Abortive ectromelia virus infection in peritoneal macrophages activated by Corynebacterium parvum.

We have previously demonstrated that peritoneal macrophages (M phi S) from C3H mice were resistant to in vitro infection by ectromelia virus, following activation by intraperitoneal injection of the immunomodulator Corynebacterium parvum. In contrast, resident and mineral oil-elicited M phi S were fully susceptible to virus infection. This report analyzes the infectious cycle of ectromelia virus in C parvum-activated and mineral oil-elicited M phi S and demonstrates that an abortive infection occurred in the activated M phi S that blocked the infectious cycle prior to the release of DNA from the infecting virions.

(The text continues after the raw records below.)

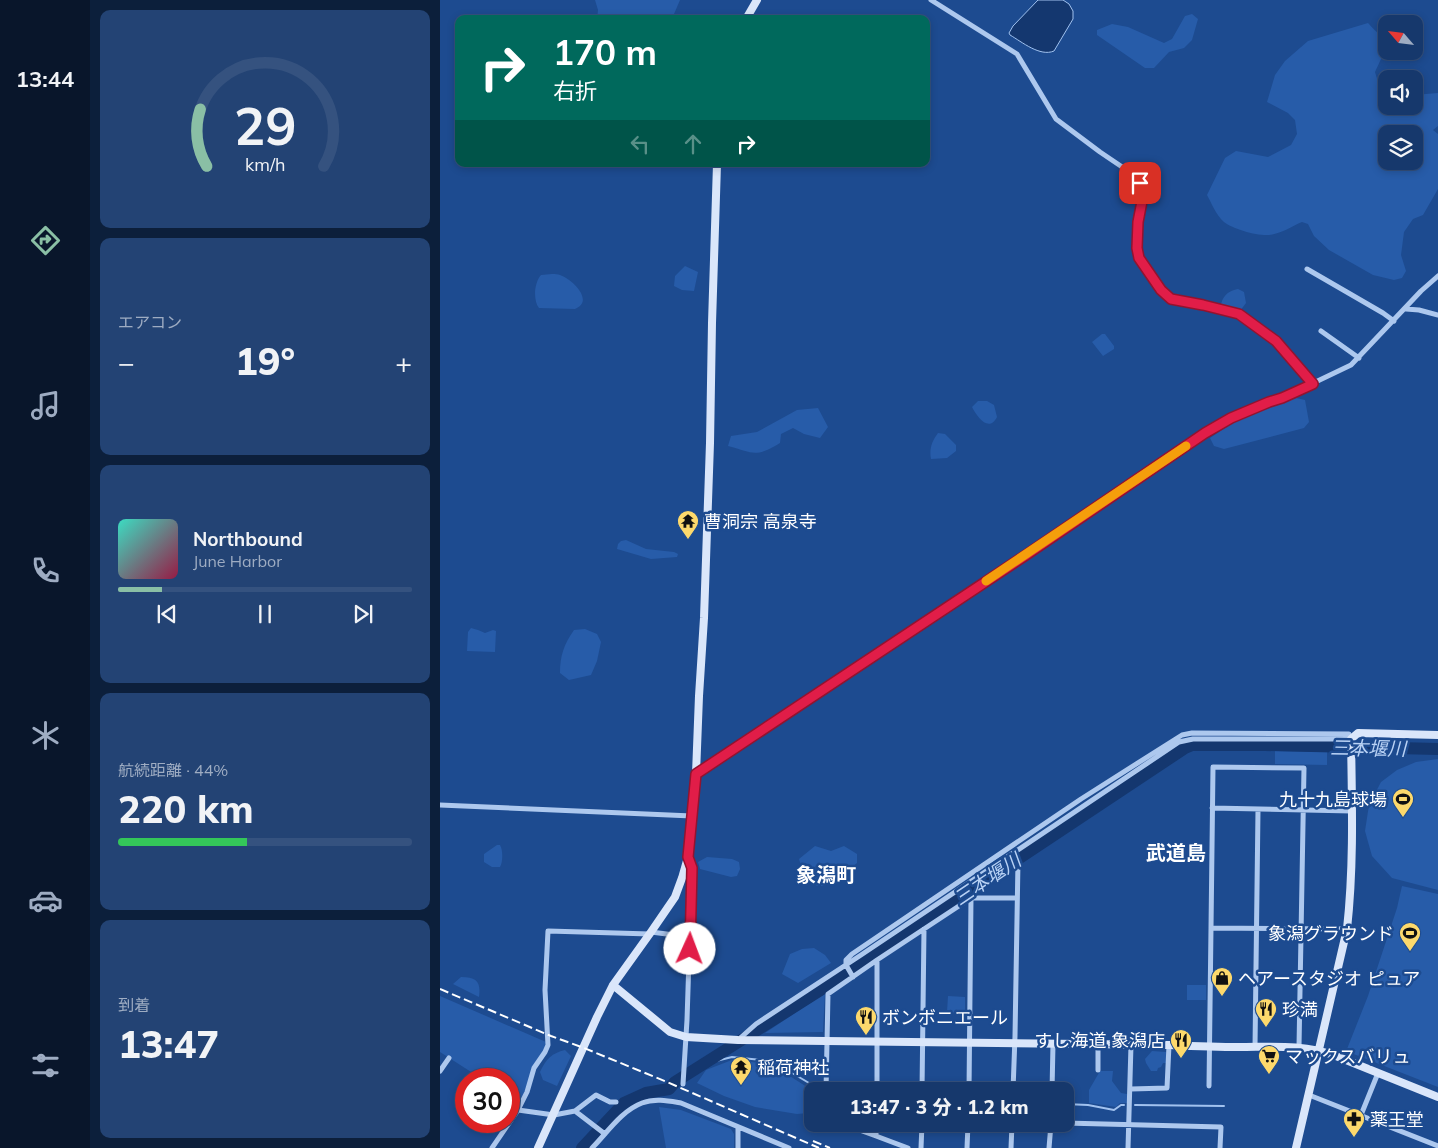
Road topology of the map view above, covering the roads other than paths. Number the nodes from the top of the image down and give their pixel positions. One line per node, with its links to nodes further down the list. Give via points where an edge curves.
1 (757, 0): 3 (street)
2 (931, 0): 12 (street, via 1017,54 1056,119 1134,175 1143,196 1138,222 1139,258 1161,290 1171,299 1239,314 1276,341)
3 (748, 15)
4 (717, 167): 15 (street, via 710,443)
5 (1307, 269): 9 (street)
6 (1438, 276): 7 (street)
7 (1406, 309): 8 (street); 9 (street)
8 (1438, 315)
9 (1394, 321): 11 (street)
10 (1321, 331): 11 (street)
11 (1359, 358): 12 (street)
12 (1313, 384): 15 (street, via 1231,418 1205,433)
13 (1438, 735): 14 (street, via 1358,733)
14 (1350, 737): 20 (street); 22 (street, via 1193,739 1179,742); 34 (street, via 1182,735 1080,799 852,954 846,960)
15 (696, 774): 21 (street)
16 (440, 805): 21 (street)
17 (1212, 808): 18 (street, via 1213,767 1304,768); 19 (street); 26 (street)
18 (1303, 809): 19 (street); 20 (street); 28 (street)
19 (1258, 810): 27 (street)
20 (1352, 810): 30 (street)
21 (692, 816): 23 (street)
22 (1013, 853): 25 (street, via 1018,861); 34 (street)
23 (688, 857): 31 (street, via 674,897); 32 (street, via 692,868)
24 (971, 898): 25 (street); 29 (street); 42 (street)
25 (1017, 898): 43 (street)
26 (1211, 928): 27 (street); 48 (street)
27 (1256, 928): 28 (street); 49 (street)
28 (1301, 928): 30 (street); 50 (street)
29 (924, 929): 33 (street); 41 (street)
30 (1348, 929): 51 (street)
31 (651, 933): 32 (street); 36 (street); 68 (street, via 548,931 545,990 548,1045 534,1068)
32 (690, 937): 37 (street)
33 (877, 960): 35 (street); 40 (street)
34 (847, 965): 35 (street); 38 (street, via 756,1024)
35 (853, 976): 39 (street, via 828,994)
36 (612, 985): 37 (street, via 670,1032); 71 (street)
37 (686, 1037): 38 (street); 62 (street)
38 (738, 1040): 39 (street)
39 (827, 1041): 40 (street); 56 (street)
40 (878, 1041): 41 (street); 57 (street)
41 (923, 1042): 42 (street); 58 (street)
42 (970, 1043): 43 (street); 59 (street)
43 (1014, 1043): 44 (street); 60 (street)
44 (1053, 1044): 45 (street); 61 (street)
45 (1098, 1045): 46 (street); 53 (street)
46 (1131, 1045): 47 (street); 64 (street)
47 (1169, 1045): 48 (street); 64 (street, via 1167,1088)
48 (1210, 1047): 49 (street); 63 (street)
49 (1255, 1047): 50 (street)
50 (1299, 1047): 51 (street)
51 (1320, 1050): 55 (street); 65 (street)
52 (449, 1058): 54 (street)
53 (1098, 1070)
54 (440, 1071)
55 (1378, 1073): 66 (street); 72 (street)
56 (826, 1082)
57 (877, 1082)
58 (922, 1082)
59 (969, 1082)
60 (1013, 1082)
61 (1052, 1082)
62 (683, 1084)
63 (1209, 1086)
64 (1131, 1089): 74 (street)
65 (1309, 1095): 72 (street); 98 (street)
66 (1438, 1097)
67 (616, 1102): 70 (street, via 596,1095)
68 (520, 1106)
69 (520, 1110): 71 (street)
70 (575, 1112): 71 (street); 83 (street)
71 (554, 1115): 87 (street)
72 (1362, 1115): 85 (street)
73 (1074, 1124): 74 (street)
74 (1129, 1125): 96 (street); 97 (street, via 1221,1127)
75 (738, 1128): 83 (street, via 681,1103 653,1100 624,1114); 89 (street); 90 (street)
76 (865, 1132): 84 (street)
77 (876, 1132): 84 (street)
78 (922, 1132): 92 (street)
79 (968, 1132): 93 (street)
80 (1012, 1132): 94 (street)
81 (1050, 1132): 95 (street)
82 (502, 1133): 86 (street)
83 (605, 1134): 88 (street)
84 (876, 1136): 91 (street)
85 (1438, 1146)
86 (492, 1148)
87 (538, 1148)
88 (592, 1148)
89 (738, 1148)
90 (789, 1148)
91 (908, 1148)
92 (921, 1148)
93 (967, 1148)
94 (1011, 1148)
95 (1050, 1148)
96 (1128, 1148)
97 (1220, 1148)
98 (1296, 1148)

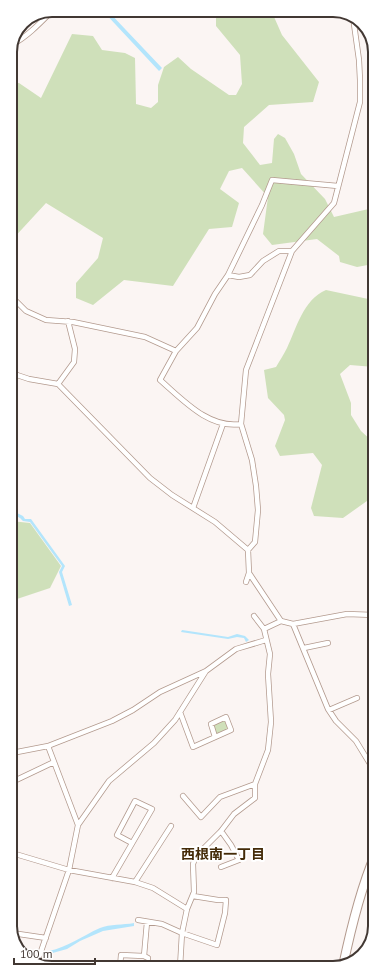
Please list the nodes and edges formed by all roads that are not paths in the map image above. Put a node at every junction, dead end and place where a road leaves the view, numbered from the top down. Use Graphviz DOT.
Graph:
graph roads {
  1 [pos="44,18"];
  2 [pos="354,24"];
  3 [pos="20,39"];
  4 [pos="338,186"];
  5 [pos="292,251"];
  6 [pos="228,275"];
  7 [pos="17,301"];
  8 [pos="68,321"];
  9 [pos="176,351"];
  10 [pos="17,375"];
  11 [pos="58,384"];
  12 [pos="223,424"];
  13 [pos="241,424"];
  14 [pos="193,508"];
  15 [pos="248,550"];
  16 [pos="249,573"];
  17 [pos="246,582"];
  18 [pos="368,615"];
  19 [pos="254,616"];
  20 [pos="281,621"];
  21 [pos="293,624"];
  22 [pos="264,629"];
  23 [pos="266,640"];
  24 [pos="328,642"];
  25 [pos="304,648"];
  26 [pos="206,671"];
  27 [pos="356,698"];
  28 [pos="329,710"];
  29 [pos="180,712"];
  30 [pos="215,737"];
  31 [pos="48,746"];
  32 [pos="17,752"];
  33 [pos="368,761"];
  34 [pos="54,762"];
  35 [pos="17,780"];
  36 [pos="255,784"];
  37 [pos="183,796"];
  38 [pos="78,825"];
  39 [pos="171,826"];
  40 [pos="221,831"];
  41 [pos="132,843"];
  42 [pos="17,854"];
  43 [pos="221,867"];
  44 [pos="69,870"];
  45 [pos="368,874"];
  46 [pos="112,878"];
  47 [pos="135,882"];
  48 [pos="193,896"];
  49 [pos="187,909"];
  50 [pos="138,920"];
  51 [pos="147,922"];
  52 [pos="182,932"];
  53 [pos="18,934"];
  54 [pos="46,938"];
  55 [pos="144,956"];
  56 [pos="39,958"];
  57 [pos="345,959"];
  58 [pos="120,961"];
  59 [pos="147,961"];
  60 [pos="180,961"];
  1 -- 3 [label="street"];
  2 -- 4 [label="street"];
  4 -- 5 [label="street"];
  4 -- 6 [label="street"];
  5 -- 6 [label="street"];
  5 -- 13 [label="street"];
  6 -- 9 [label="street"];
  7 -- 8 [label="street"];
  8 -- 9 [label="street"];
  8 -- 11 [label="street"];
  9 -- 12 [label="street"];
  10 -- 11 [label="street"];
  11 -- 14 [label="street"];
  12 -- 13 [label="street"];
  12 -- 14 [label="street"];
  13 -- 15 [label="street"];
  14 -- 15 [label="street"];
  15 -- 16 [label="street"];
  16 -- 17 [label="street"];
  16 -- 20 [label="street"];
  18 -- 21 [label="street"];
  19 -- 22 [label="street"];
  20 -- 21 [label="street"];
  20 -- 22 [label="street"];
  21 -- 25 [label="street"];
  22 -- 23 [label="street"];
  23 -- 26 [label="street"];
  23 -- 36 [label="street"];
  24 -- 25 [label="street"];
  25 -- 28 [label="street"];
  26 -- 29 [label="street"];
  26 -- 31 [label="street"];
  27 -- 28 [label="street"];
  28 -- 33 [label="street"];
  29 -- 30 [label="street"];
  29 -- 38 [label="street"];
  30 -- 30 [label="street"];
  31 -- 32 [label="street"];
  31 -- 34 [label="street"];
  34 -- 35 [label="street"];
  34 -- 38 [label="street"];
  36 -- 37 [label="street"];
  36 -- 40 [label="street"];
  38 -- 44 [label="street"];
  39 -- 47 [label="street"];
  40 -- 43 [label="street"];
  40 -- 48 [label="street"];
  41 -- 41 [label="street"];
  41 -- 46 [label="street"];
  42 -- 44 [label="street"];
  44 -- 46 [label="street"];
  44 -- 54 [label="street"];
  45 -- 57 [label="highway"];
  46 -- 47 [label="street"];
  47 -- 49 [label="street"];
  48 -- 49 [label="street"];
  48 -- 52 [label="street"];
  49 -- 52 [label="street"];
  50 -- 51 [label="street"];
  51 -- 52 [label="street"];
  51 -- 55 [label="street"];
  52 -- 60 [label="street"];
  53 -- 54 [label="street"];
  54 -- 56 [label="street"];
  55 -- 58 [label="street"];
  55 -- 59 [label="street"];
}
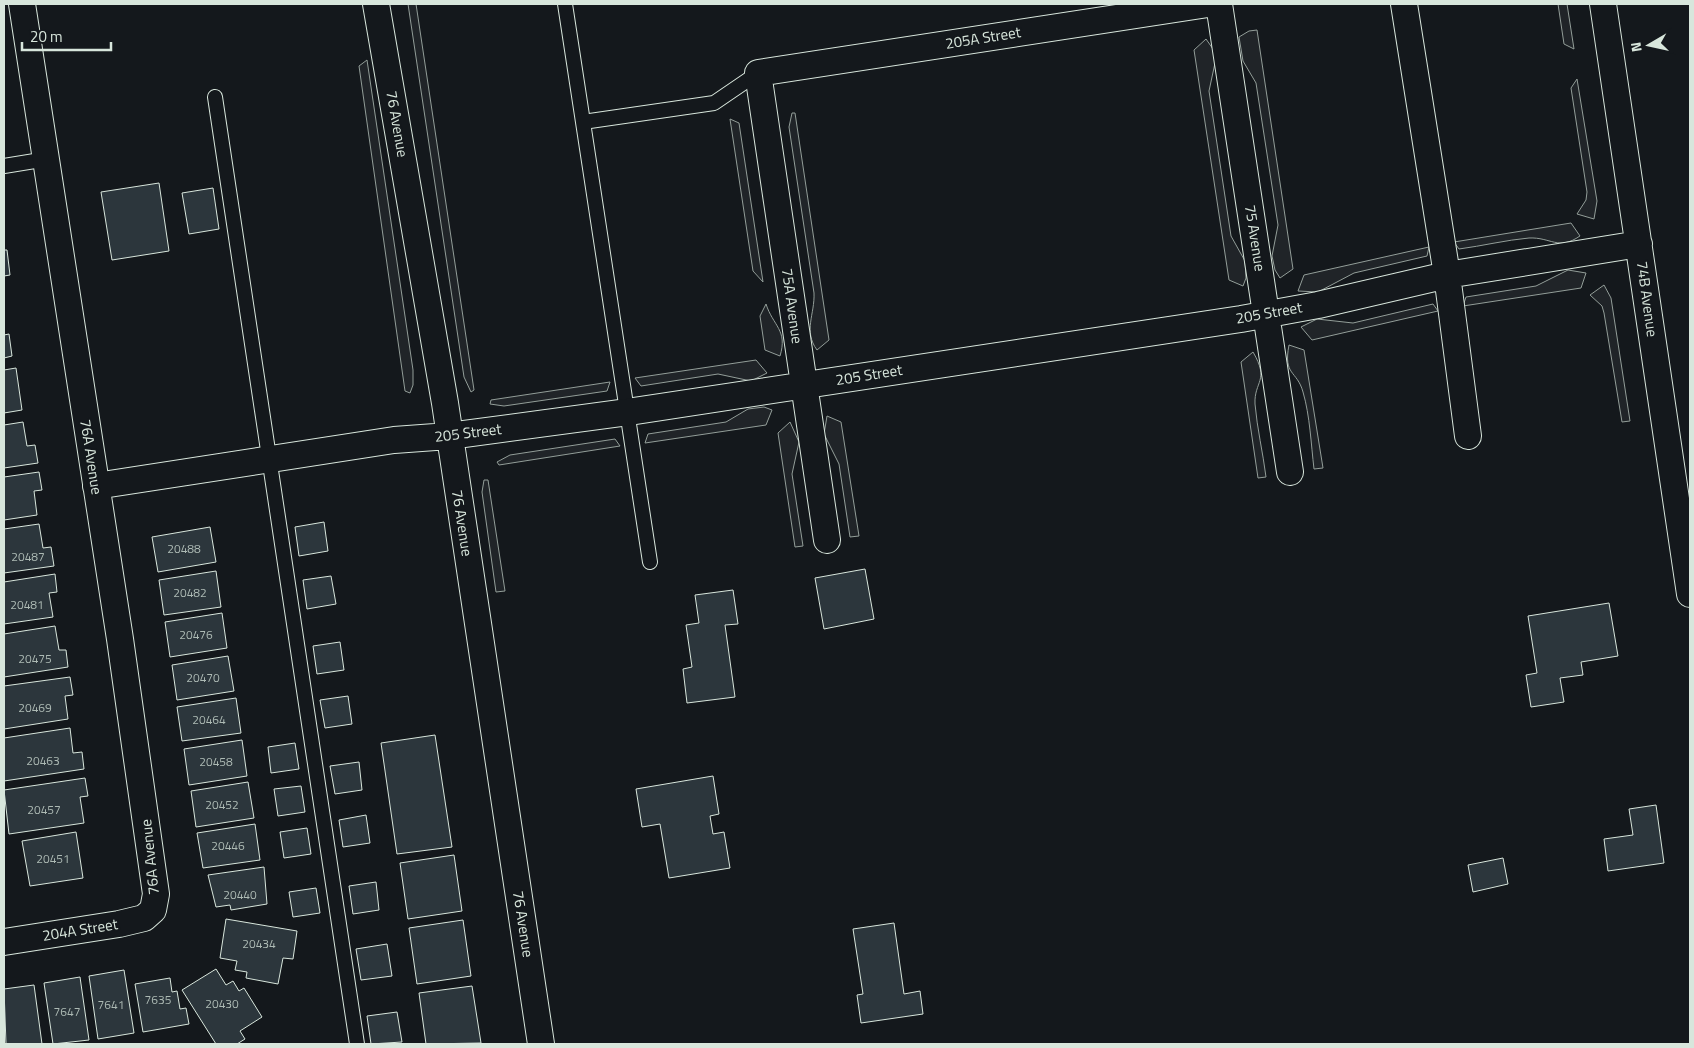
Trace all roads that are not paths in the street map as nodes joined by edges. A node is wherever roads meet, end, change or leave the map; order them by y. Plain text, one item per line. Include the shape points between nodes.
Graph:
1 (22, 4) edge
2 (376, 4) edge
3 (564, 4) edge
4 (1208, 4) edge
5 (1219, 4) edge
6 (1404, 4) edge
7 (1603, 4) edge
8 (758, 73) junction
9 (216, 97) dead end
10 (583, 122) junction
11 (47, 159) junction
12 (4, 166) edge
13 (1639, 244) junction
14 (1446, 275) junction
15 (1268, 315) junction
16 (804, 385) junction
17 (628, 412) junction
18 (449, 436) junction
19 (1468, 436) dead end
20 (270, 459) junction
21 (1290, 472) dead end
22 (96, 486) junction
23 (827, 540) dead end
24 (650, 562) dead end
25 (1690, 594) edge
26 (154, 910) joint
27 (4, 942) edge
28 (357, 1044) edge
29 (541, 1044) edge

1 - 11 street, 76A Avenue
2 - 18 street, 76 Avenue
3 - 10 lane
4 - 8 street, 205A Street
5 - 15 street, 75 Avenue
6 - 14 street
7 - 13 street, 74B Avenue
8 - 10 lane via 714,103
8 - 16 street, 75A Avenue
9 - 20 lane
10 - 17 lane
11 - 12 lane
11 - 22 street, 76A Avenue
13 - 14 street, 205 Street
13 - 25 street, 74B Avenue
14 - 15 street, 205 Street
14 - 19 street
15 - 16 street, 205 Street
15 - 21 street, 75 Avenue
16 - 17 street, 205 Street
16 - 23 street, 75A Avenue
17 - 18 street, 205 Street
17 - 24 lane
18 - 20 street, 205 Street via 394,440
18 - 29 street, 76 Avenue
20 - 22 street, 205 Street
20 - 28 lane
22 - 26 street, 76A Avenue via 152,856 156,894
26 - 27 street, 204A Street via 144,918 119,924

The kinetics of adsorption of radiolabeled virus were similar in both susceptible and resistant M phi cultures; however, viral-induced incorporation of uridine and thymidine occurred only in the mineral oil-elicited and not the C parvum-activated M phi S. In addition, the late protein hemagglutinin was only detected in infected cultures of susceptible mineral oil-elicited M phi S. An electron micrographic analysis of the infectious cycle indicated that the adsorption of virus to the plasma membrane, uptake into lysosomes, and the primary undercoating and release of viral cores into the M phi cytoplasm were identical in both M phi types. In contrast, secondary uncoating (release of genomic DNA from the viral cores into the cytoplasm) was never detected in infected C parvum M phi S. These data are consistent with our previous findings and with the hypothesis that activation of M phi S by C parvum induces an interferon-mediated resistance to ectromelia virus infection.